EXERCISE INSTRUCTIONS → The response must reproduce exactly every line of the material below holding the word "other".

RECORDS TO PROCESS →
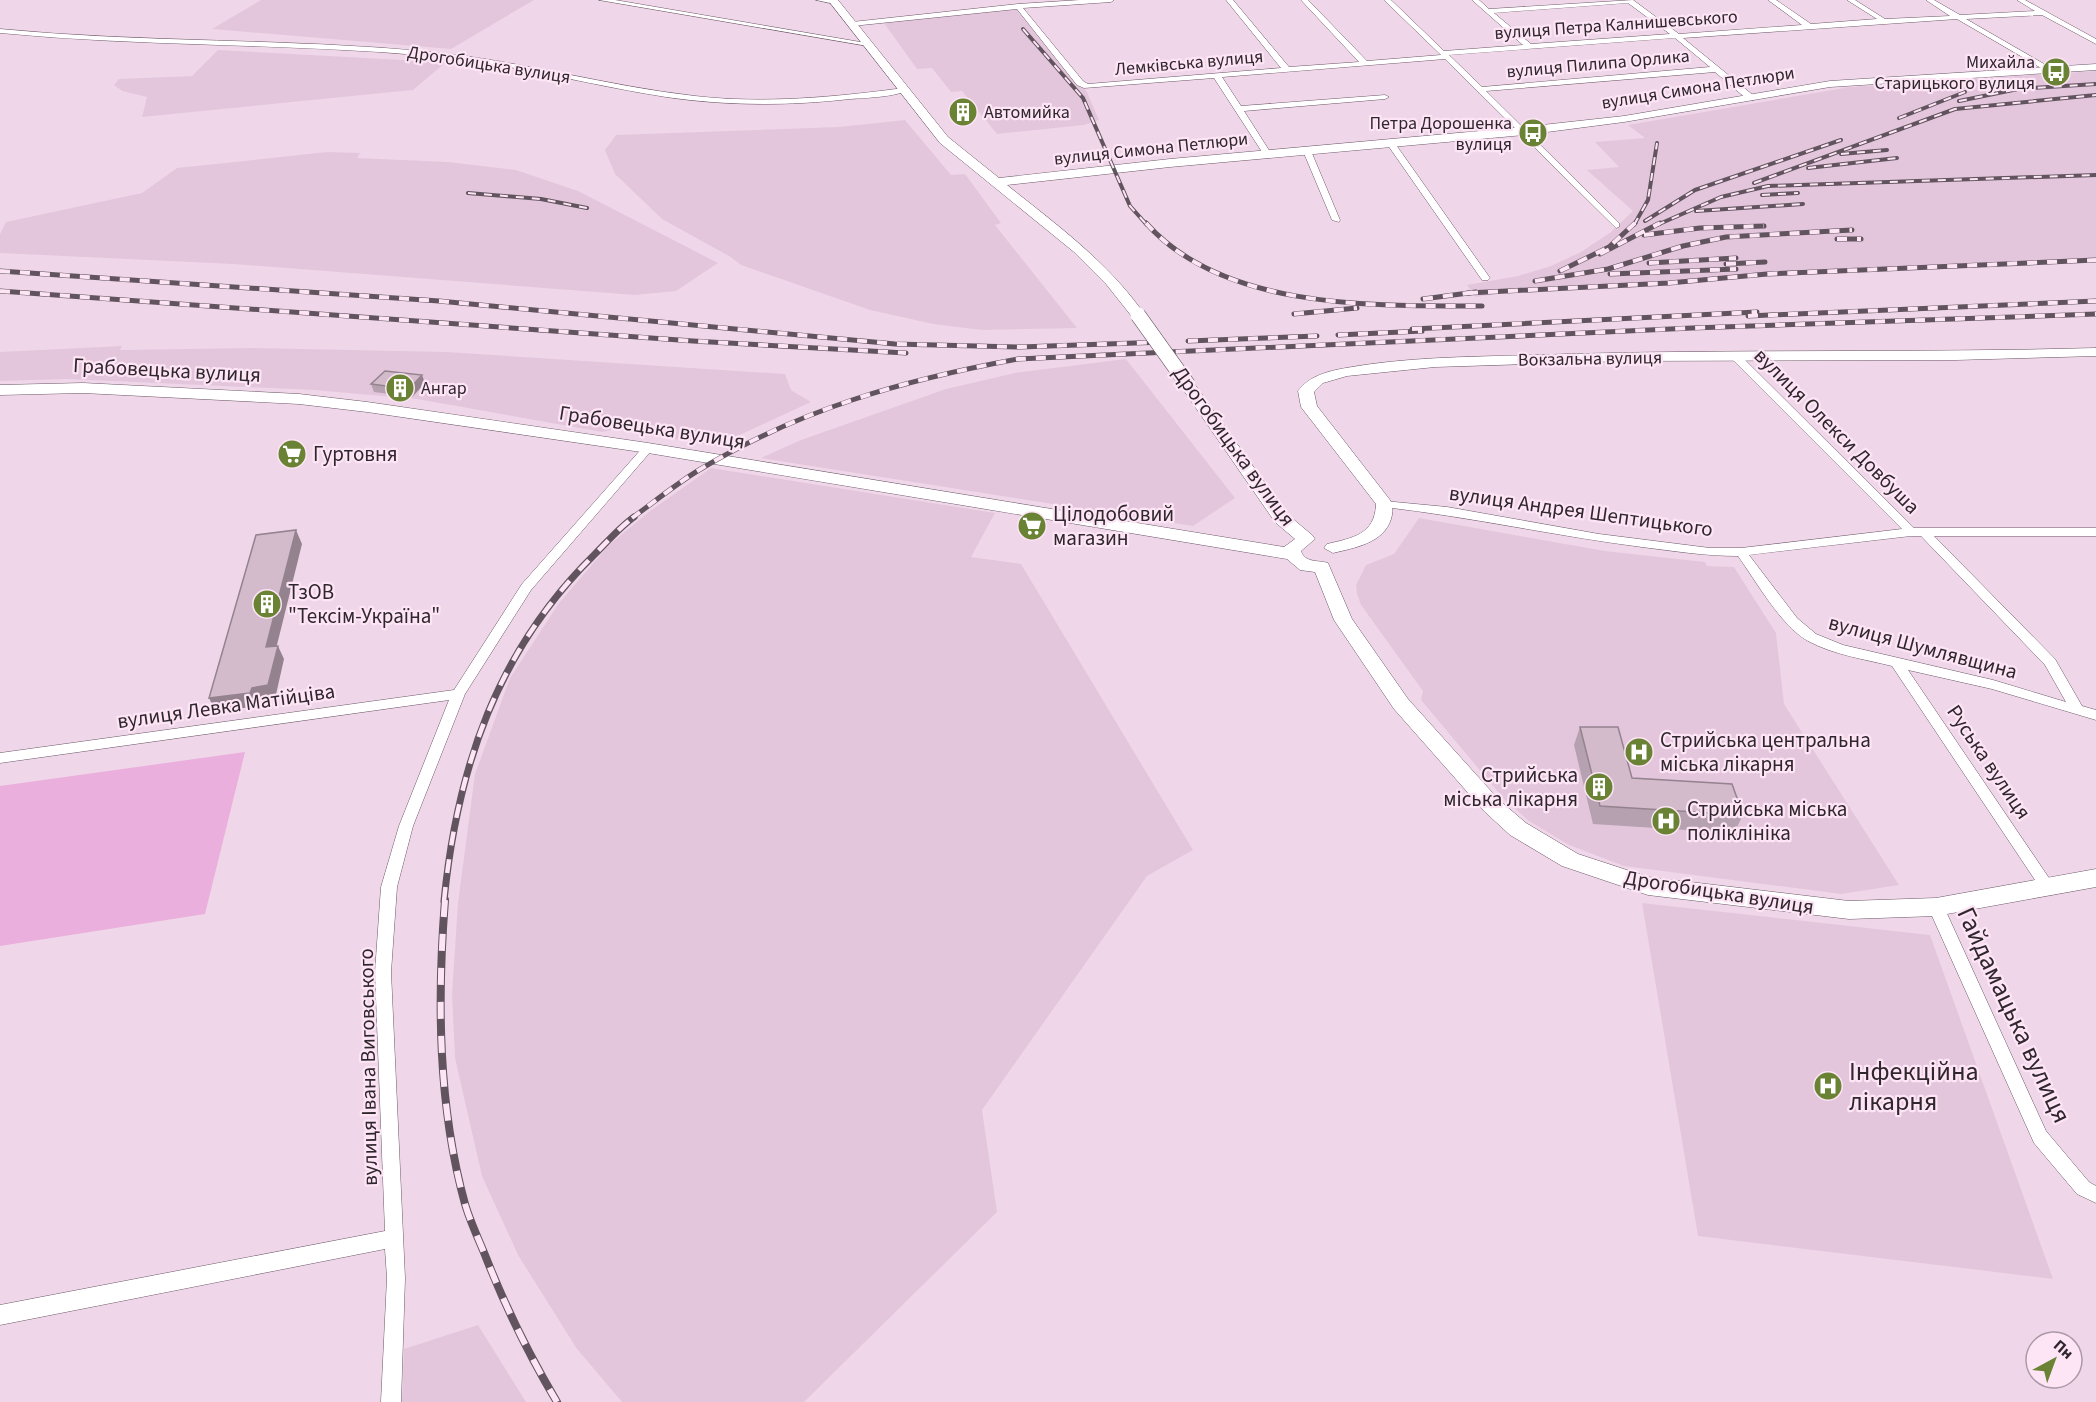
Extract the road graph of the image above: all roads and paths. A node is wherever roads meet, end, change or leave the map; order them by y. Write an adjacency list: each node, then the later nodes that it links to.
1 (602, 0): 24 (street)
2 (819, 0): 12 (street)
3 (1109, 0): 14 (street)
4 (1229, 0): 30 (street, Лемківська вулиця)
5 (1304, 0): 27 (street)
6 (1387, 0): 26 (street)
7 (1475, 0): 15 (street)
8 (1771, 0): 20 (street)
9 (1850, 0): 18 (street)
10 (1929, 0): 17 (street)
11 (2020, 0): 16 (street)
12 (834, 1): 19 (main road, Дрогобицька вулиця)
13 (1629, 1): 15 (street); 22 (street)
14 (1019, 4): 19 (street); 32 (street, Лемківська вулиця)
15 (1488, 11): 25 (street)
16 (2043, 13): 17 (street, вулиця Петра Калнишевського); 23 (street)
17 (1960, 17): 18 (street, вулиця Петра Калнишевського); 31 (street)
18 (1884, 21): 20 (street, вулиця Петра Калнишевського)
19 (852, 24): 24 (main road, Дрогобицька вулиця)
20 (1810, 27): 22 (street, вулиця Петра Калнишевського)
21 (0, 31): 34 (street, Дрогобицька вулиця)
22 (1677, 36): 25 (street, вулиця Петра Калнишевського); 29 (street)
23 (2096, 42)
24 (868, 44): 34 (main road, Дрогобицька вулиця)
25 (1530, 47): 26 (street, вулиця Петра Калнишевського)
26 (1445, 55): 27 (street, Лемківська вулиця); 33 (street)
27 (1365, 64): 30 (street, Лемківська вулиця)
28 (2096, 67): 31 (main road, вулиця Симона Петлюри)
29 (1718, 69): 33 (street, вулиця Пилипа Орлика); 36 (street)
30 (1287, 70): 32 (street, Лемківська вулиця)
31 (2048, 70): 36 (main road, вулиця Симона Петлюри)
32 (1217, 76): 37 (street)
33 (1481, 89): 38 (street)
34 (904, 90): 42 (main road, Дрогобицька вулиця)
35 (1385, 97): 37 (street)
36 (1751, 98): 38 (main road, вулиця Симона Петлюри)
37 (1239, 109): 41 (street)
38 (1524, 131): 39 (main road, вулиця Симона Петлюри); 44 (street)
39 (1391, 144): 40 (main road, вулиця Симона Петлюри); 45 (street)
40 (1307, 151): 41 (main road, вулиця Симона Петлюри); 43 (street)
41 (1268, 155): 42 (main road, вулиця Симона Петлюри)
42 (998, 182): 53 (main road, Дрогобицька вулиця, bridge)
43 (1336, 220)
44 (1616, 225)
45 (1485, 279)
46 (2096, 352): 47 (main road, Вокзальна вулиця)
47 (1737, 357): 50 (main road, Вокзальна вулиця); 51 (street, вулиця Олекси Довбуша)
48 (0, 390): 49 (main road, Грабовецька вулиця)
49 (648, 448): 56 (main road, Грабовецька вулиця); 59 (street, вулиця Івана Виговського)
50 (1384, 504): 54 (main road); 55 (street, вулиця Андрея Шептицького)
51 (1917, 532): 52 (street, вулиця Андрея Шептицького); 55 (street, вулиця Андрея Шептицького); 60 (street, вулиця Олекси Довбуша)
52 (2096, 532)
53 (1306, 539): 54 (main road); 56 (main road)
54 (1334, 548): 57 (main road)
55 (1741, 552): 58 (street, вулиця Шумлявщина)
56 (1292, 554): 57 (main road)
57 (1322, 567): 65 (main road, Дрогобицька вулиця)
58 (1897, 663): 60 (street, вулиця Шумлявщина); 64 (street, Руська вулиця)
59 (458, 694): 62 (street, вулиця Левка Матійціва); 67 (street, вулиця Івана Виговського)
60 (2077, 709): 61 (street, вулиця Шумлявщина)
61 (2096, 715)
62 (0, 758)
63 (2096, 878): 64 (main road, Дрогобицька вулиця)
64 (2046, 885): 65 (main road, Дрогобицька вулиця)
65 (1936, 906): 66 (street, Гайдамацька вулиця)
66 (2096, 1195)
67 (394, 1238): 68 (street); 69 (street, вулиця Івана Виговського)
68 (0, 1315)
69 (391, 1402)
--
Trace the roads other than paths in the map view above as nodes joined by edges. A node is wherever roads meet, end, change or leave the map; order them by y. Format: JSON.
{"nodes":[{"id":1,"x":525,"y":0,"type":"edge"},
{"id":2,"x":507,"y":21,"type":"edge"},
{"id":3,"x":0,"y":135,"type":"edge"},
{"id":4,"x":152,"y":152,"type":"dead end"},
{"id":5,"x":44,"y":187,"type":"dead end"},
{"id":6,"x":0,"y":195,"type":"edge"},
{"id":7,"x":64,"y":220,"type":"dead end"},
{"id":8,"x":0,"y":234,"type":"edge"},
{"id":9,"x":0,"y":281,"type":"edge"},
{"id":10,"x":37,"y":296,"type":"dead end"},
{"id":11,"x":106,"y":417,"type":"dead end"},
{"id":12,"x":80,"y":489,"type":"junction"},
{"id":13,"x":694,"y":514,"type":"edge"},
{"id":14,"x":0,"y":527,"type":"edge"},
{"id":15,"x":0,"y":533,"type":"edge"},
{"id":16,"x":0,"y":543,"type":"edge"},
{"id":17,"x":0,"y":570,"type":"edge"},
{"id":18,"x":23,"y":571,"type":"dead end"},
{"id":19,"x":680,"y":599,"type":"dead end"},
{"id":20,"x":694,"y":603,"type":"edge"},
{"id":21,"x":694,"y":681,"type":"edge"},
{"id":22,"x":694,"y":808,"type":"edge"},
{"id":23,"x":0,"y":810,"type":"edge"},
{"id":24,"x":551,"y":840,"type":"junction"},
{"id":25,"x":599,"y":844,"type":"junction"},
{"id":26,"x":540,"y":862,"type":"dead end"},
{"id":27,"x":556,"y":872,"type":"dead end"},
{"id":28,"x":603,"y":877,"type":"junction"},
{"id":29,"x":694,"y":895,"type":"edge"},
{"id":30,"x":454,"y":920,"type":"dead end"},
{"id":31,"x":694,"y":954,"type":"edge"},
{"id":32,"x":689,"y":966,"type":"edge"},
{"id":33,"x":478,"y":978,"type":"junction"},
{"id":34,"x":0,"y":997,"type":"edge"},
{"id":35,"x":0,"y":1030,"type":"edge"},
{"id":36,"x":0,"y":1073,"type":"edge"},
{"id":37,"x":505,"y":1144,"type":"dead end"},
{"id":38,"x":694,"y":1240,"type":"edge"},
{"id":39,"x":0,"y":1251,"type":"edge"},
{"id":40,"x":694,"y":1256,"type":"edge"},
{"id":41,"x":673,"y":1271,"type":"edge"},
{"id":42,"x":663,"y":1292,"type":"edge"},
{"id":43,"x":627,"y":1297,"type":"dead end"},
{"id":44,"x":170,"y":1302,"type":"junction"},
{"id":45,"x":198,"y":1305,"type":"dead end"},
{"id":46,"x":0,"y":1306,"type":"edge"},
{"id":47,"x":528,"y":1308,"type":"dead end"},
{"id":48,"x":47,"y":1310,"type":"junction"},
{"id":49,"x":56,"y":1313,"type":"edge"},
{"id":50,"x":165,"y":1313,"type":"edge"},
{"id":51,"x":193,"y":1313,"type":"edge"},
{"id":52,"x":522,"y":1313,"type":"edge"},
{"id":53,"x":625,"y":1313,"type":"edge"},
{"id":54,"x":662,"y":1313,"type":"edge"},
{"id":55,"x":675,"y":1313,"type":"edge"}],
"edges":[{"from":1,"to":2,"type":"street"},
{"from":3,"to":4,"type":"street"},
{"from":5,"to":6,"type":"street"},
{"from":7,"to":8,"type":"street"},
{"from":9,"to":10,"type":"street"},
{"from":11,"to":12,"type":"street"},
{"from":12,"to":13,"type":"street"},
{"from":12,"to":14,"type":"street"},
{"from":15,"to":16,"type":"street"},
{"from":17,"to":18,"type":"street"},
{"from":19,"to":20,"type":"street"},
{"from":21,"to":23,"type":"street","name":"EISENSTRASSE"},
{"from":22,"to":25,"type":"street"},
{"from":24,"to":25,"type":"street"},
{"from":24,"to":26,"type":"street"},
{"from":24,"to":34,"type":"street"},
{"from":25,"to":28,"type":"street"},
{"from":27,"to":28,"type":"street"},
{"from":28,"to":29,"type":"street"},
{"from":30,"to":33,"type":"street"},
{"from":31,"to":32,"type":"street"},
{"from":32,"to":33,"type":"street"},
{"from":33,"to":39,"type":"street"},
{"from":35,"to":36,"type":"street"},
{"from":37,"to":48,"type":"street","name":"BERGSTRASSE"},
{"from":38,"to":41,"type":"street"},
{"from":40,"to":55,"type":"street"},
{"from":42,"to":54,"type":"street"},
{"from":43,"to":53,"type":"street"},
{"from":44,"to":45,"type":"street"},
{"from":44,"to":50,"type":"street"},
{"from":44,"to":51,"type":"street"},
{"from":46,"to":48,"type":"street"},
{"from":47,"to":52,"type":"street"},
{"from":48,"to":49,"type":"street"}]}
--
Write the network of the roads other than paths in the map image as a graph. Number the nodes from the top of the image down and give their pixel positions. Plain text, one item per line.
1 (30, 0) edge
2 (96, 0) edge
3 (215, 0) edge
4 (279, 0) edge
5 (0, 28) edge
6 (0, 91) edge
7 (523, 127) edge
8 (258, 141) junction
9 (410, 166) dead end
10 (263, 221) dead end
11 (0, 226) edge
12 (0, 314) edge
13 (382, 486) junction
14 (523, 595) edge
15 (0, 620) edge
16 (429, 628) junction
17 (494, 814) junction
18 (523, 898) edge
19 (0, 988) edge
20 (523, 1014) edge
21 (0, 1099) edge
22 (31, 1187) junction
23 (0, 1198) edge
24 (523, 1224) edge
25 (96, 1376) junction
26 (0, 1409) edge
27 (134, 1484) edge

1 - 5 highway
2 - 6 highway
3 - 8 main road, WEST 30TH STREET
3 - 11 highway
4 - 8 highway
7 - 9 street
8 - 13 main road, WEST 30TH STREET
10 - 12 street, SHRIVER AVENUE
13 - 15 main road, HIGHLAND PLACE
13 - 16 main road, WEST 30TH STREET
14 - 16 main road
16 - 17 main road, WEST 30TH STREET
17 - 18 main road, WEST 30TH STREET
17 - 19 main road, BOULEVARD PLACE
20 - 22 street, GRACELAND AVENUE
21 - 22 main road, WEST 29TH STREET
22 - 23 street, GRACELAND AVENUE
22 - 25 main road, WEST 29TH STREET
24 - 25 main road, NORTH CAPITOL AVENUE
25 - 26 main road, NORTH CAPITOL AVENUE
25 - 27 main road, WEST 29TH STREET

ANSWER SECTION →
Trace the roads other than paths in the map view above as nodes joined by edges. A node is wherever roads meet, end, change or leave the map; order them by y. Format: JSON.
Write the network of the roads other than paths in the map image as a graph. Number the nodes from the top of the image down and give their pixel positions. Plain text, one item per line.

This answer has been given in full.